**Aim of the task:** When you answer, give every record back exactly as written.

**Data listing:**
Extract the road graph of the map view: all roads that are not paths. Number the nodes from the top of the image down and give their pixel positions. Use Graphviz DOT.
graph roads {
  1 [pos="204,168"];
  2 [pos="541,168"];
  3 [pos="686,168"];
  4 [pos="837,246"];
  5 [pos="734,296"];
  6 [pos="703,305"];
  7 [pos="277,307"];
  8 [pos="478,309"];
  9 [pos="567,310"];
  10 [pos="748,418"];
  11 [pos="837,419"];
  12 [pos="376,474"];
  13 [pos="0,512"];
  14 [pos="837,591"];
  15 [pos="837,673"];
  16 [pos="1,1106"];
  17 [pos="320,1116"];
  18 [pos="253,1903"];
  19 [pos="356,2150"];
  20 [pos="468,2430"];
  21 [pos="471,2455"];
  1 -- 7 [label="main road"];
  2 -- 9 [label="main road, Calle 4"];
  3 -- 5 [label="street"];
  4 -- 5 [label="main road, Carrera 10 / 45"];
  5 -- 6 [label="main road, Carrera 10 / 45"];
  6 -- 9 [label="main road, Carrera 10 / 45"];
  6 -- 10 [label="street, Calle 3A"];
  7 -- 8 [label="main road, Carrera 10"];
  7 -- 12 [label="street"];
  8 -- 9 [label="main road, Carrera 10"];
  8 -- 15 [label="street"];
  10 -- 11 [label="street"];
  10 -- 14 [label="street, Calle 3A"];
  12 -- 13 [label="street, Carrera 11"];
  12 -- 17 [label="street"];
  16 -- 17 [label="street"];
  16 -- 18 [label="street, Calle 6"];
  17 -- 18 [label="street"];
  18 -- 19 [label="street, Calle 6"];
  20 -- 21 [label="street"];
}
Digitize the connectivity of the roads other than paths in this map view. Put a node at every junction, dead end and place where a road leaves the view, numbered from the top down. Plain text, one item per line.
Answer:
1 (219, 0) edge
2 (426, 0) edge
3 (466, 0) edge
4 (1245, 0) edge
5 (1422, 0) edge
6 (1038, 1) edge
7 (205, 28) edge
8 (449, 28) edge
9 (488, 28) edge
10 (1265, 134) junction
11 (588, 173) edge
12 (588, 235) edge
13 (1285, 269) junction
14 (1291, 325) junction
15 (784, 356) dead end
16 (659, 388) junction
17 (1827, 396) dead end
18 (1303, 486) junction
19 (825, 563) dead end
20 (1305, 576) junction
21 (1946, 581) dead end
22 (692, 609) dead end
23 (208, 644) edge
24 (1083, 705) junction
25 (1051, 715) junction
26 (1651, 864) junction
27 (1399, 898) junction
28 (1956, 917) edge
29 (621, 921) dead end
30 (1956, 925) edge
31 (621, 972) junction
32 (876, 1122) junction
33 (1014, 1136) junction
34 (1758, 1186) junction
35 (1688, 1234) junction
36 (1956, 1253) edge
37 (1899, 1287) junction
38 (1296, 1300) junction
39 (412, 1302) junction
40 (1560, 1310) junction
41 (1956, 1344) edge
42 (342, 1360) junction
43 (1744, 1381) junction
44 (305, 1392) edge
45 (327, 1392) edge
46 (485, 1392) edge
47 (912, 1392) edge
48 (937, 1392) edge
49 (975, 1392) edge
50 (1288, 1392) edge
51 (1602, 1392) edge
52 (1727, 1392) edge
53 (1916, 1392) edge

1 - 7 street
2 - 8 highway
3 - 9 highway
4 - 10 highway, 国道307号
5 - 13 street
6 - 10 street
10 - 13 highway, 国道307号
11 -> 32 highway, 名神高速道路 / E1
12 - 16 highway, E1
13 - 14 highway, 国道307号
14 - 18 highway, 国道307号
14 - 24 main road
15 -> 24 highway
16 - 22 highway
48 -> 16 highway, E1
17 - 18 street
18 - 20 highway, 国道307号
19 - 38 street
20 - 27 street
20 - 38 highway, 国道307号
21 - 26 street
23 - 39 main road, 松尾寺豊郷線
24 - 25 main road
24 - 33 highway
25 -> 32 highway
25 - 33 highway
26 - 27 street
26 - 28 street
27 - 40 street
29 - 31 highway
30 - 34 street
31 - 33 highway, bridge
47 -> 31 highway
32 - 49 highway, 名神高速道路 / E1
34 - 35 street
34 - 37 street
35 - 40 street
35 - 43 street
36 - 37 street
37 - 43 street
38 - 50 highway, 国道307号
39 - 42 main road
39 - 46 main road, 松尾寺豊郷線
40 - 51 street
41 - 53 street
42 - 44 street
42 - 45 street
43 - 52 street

**Result of the task:**
Extract the road graph of the map view: all roads that are not paths. Number the nodes from the top of the image down and give their pixel positions. Use Graphviz DOT.
graph roads {
  1 [pos="204,168"];
  2 [pos="541,168"];
  3 [pos="686,168"];
  4 [pos="837,246"];
  5 [pos="734,296"];
  6 [pos="703,305"];
  7 [pos="277,307"];
  8 [pos="478,309"];
  9 [pos="567,310"];
  10 [pos="748,418"];
  11 [pos="837,419"];
  12 [pos="376,474"];
  13 [pos="0,512"];
  14 [pos="837,591"];
  15 [pos="837,673"];
  16 [pos="1,1106"];
  17 [pos="320,1116"];
  18 [pos="253,1903"];
  19 [pos="356,2150"];
  20 [pos="468,2430"];
  21 [pos="471,2455"];
  1 -- 7 [label="main road"];
  2 -- 9 [label="main road, Calle 4"];
  3 -- 5 [label="street"];
  4 -- 5 [label="main road, Carrera 10 / 45"];
  5 -- 6 [label="main road, Carrera 10 / 45"];
  6 -- 9 [label="main road, Carrera 10 / 45"];
  6 -- 10 [label="street, Calle 3A"];
  7 -- 8 [label="main road, Carrera 10"];
  7 -- 12 [label="street"];
  8 -- 9 [label="main road, Carrera 10"];
  8 -- 15 [label="street"];
  10 -- 11 [label="street"];
  10 -- 14 [label="street, Calle 3A"];
  12 -- 13 [label="street, Carrera 11"];
  12 -- 17 [label="street"];
  16 -- 17 [label="street"];
  16 -- 18 [label="street, Calle 6"];
  17 -- 18 [label="street"];
  18 -- 19 [label="street, Calle 6"];
  20 -- 21 [label="street"];
}
Digitize the connectivity of the roads other than paths in this map view. Put a node at every junction, dead end and place where a road leaves the view, numbered from the top down. Plain text, one item per line.
Answer:
1 (219, 0) edge
2 (426, 0) edge
3 (466, 0) edge
4 (1245, 0) edge
5 (1422, 0) edge
6 (1038, 1) edge
7 (205, 28) edge
8 (449, 28) edge
9 (488, 28) edge
10 (1265, 134) junction
11 (588, 173) edge
12 (588, 235) edge
13 (1285, 269) junction
14 (1291, 325) junction
15 (784, 356) dead end
16 (659, 388) junction
17 (1827, 396) dead end
18 (1303, 486) junction
19 (825, 563) dead end
20 (1305, 576) junction
21 (1946, 581) dead end
22 (692, 609) dead end
23 (208, 644) edge
24 (1083, 705) junction
25 (1051, 715) junction
26 (1651, 864) junction
27 (1399, 898) junction
28 (1956, 917) edge
29 (621, 921) dead end
30 (1956, 925) edge
31 (621, 972) junction
32 (876, 1122) junction
33 (1014, 1136) junction
34 (1758, 1186) junction
35 (1688, 1234) junction
36 (1956, 1253) edge
37 (1899, 1287) junction
38 (1296, 1300) junction
39 (412, 1302) junction
40 (1560, 1310) junction
41 (1956, 1344) edge
42 (342, 1360) junction
43 (1744, 1381) junction
44 (305, 1392) edge
45 (327, 1392) edge
46 (485, 1392) edge
47 (912, 1392) edge
48 (937, 1392) edge
49 (975, 1392) edge
50 (1288, 1392) edge
51 (1602, 1392) edge
52 (1727, 1392) edge
53 (1916, 1392) edge

1 - 7 street
2 - 8 highway
3 - 9 highway
4 - 10 highway, 国道307号
5 - 13 street
6 - 10 street
10 - 13 highway, 国道307号
11 -> 32 highway, 名神高速道路 / E1
12 - 16 highway, E1
13 - 14 highway, 国道307号
14 - 18 highway, 国道307号
14 - 24 main road
15 -> 24 highway
16 - 22 highway
48 -> 16 highway, E1
17 - 18 street
18 - 20 highway, 国道307号
19 - 38 street
20 - 27 street
20 - 38 highway, 国道307号
21 - 26 street
23 - 39 main road, 松尾寺豊郷線
24 - 25 main road
24 - 33 highway
25 -> 32 highway
25 - 33 highway
26 - 27 street
26 - 28 street
27 - 40 street
29 - 31 highway
30 - 34 street
31 - 33 highway, bridge
47 -> 31 highway
32 - 49 highway, 名神高速道路 / E1
34 - 35 street
34 - 37 street
35 - 40 street
35 - 43 street
36 - 37 street
37 - 43 street
38 - 50 highway, 国道307号
39 - 42 main road
39 - 46 main road, 松尾寺豊郷線
40 - 51 street
41 - 53 street
42 - 44 street
42 - 45 street
43 - 52 street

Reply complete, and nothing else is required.